◆ REQUIRED ACTION ◆
Report each line from the records where the string "Circle" turns up.

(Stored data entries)
════════════════════

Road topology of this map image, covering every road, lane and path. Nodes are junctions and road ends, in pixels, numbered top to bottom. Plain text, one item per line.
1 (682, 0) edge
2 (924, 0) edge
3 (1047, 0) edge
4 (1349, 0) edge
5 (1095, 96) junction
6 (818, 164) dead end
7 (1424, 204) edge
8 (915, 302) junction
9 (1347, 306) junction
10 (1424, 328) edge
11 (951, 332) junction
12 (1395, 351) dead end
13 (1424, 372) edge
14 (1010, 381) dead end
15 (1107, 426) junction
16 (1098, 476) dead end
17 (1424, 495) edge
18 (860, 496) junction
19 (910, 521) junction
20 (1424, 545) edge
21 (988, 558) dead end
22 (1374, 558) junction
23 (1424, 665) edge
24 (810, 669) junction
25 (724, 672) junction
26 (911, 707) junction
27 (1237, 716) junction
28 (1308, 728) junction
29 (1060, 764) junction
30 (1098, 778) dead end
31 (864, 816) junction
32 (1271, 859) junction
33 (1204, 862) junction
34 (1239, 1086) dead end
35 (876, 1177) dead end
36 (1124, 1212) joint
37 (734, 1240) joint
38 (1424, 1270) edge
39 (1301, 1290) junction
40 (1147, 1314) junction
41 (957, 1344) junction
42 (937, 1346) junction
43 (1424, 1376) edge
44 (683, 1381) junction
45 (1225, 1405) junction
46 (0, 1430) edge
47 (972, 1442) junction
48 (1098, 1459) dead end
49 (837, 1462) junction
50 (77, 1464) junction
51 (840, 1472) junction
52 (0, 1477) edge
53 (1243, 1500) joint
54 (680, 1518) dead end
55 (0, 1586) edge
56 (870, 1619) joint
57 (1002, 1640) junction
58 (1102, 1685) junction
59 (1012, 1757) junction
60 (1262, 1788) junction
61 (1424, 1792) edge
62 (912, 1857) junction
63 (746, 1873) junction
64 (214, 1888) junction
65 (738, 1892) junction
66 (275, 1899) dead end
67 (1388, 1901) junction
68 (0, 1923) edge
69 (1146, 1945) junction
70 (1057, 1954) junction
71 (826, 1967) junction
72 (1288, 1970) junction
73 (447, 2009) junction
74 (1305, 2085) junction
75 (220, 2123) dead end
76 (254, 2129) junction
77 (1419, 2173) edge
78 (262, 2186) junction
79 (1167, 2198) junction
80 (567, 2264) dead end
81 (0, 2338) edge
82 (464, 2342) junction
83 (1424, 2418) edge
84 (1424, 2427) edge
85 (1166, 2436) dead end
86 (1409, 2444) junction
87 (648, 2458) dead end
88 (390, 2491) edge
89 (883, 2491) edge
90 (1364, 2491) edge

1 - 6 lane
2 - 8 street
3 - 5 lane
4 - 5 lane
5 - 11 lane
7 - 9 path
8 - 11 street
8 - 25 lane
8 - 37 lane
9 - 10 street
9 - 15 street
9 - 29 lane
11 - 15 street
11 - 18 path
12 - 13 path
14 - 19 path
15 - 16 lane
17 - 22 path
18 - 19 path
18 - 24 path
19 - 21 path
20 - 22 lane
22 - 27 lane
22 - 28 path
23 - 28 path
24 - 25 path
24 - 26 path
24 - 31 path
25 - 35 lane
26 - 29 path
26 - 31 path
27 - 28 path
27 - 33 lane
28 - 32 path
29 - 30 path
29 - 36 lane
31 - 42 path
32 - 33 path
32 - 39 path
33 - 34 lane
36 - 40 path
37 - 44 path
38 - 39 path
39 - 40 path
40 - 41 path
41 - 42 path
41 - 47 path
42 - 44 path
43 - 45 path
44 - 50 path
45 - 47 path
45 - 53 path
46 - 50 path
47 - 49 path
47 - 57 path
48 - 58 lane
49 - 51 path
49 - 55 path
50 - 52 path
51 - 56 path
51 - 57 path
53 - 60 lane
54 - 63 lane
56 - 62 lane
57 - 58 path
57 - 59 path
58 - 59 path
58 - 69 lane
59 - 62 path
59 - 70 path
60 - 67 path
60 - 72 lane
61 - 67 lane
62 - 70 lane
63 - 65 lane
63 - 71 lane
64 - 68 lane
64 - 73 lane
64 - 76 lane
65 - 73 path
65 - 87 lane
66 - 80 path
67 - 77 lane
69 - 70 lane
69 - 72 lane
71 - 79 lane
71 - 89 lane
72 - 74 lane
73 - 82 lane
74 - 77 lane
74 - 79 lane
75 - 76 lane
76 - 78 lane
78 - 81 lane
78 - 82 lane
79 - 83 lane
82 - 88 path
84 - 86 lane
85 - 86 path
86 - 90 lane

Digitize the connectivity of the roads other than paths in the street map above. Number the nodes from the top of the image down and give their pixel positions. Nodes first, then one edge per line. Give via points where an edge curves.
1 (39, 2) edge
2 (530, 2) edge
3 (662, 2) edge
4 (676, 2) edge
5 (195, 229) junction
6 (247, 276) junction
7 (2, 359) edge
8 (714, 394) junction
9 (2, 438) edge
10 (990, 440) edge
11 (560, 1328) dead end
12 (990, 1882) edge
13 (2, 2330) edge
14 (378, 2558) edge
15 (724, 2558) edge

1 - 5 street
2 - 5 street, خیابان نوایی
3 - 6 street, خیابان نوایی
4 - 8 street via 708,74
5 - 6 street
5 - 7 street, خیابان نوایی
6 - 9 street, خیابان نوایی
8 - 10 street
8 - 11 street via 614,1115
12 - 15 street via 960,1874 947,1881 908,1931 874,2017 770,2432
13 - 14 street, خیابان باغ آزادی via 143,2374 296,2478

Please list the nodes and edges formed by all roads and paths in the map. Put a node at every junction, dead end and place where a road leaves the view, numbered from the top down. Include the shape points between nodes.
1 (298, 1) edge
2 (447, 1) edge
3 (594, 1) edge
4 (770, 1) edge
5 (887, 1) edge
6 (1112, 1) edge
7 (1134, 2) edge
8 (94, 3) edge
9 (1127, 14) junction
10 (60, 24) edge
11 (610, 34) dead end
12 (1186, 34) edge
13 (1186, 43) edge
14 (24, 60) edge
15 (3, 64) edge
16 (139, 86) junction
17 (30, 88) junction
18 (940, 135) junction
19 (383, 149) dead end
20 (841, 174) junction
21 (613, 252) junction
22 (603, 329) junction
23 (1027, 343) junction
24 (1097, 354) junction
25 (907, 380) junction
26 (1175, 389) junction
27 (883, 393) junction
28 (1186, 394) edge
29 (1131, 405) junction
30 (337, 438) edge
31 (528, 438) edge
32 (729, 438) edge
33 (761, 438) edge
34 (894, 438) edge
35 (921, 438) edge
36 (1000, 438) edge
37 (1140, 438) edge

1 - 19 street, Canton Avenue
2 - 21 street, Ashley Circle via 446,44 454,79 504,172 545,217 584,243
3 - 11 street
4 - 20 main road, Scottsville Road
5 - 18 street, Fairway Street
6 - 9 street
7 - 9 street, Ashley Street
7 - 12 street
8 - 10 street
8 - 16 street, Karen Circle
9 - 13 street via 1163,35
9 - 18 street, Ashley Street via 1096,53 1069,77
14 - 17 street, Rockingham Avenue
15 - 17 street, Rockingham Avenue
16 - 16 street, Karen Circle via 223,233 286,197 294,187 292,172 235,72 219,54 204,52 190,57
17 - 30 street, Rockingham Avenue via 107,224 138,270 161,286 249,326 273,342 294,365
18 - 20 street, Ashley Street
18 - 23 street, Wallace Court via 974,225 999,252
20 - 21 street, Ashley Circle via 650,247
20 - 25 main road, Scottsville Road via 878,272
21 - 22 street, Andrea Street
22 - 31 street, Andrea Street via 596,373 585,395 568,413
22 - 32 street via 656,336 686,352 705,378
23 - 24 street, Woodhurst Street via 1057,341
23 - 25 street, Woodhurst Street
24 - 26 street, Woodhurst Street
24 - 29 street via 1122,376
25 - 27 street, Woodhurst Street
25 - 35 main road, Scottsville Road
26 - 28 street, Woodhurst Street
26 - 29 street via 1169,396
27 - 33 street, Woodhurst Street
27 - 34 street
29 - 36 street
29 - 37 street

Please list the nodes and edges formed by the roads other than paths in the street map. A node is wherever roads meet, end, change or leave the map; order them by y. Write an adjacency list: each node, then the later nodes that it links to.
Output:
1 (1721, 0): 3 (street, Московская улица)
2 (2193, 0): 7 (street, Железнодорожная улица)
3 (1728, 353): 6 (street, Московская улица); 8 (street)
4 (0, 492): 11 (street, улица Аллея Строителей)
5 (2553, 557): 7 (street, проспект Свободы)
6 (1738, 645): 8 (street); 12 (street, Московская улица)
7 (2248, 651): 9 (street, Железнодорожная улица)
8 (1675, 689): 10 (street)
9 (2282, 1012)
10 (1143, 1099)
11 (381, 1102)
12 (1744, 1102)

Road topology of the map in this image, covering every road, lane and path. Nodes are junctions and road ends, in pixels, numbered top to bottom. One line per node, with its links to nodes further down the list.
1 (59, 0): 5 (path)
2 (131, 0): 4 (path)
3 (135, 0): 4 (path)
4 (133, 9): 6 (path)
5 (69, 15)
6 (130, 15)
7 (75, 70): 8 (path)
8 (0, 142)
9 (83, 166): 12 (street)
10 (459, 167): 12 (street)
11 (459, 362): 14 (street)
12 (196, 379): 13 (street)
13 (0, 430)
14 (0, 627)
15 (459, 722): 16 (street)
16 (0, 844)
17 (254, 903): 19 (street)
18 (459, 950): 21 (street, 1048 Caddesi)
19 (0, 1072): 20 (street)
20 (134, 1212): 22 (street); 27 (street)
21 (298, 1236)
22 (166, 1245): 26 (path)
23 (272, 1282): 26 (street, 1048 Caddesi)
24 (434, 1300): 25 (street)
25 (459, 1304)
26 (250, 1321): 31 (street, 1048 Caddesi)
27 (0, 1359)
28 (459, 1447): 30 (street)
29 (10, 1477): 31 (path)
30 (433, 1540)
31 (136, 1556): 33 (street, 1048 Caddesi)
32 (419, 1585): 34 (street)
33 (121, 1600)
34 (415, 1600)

════════════════════

◆ RESPONSE TO THIS EXERCISE ◆
2 - 21 street, Ashley Circle via 446,44 454,79 504,172 545,217 584,243
8 - 16 street, Karen Circle
16 - 16 street, Karen Circle via 223,233 286,197 294,187 292,172 235,72 219,54 204,52 190,57
20 - 21 street, Ashley Circle via 650,247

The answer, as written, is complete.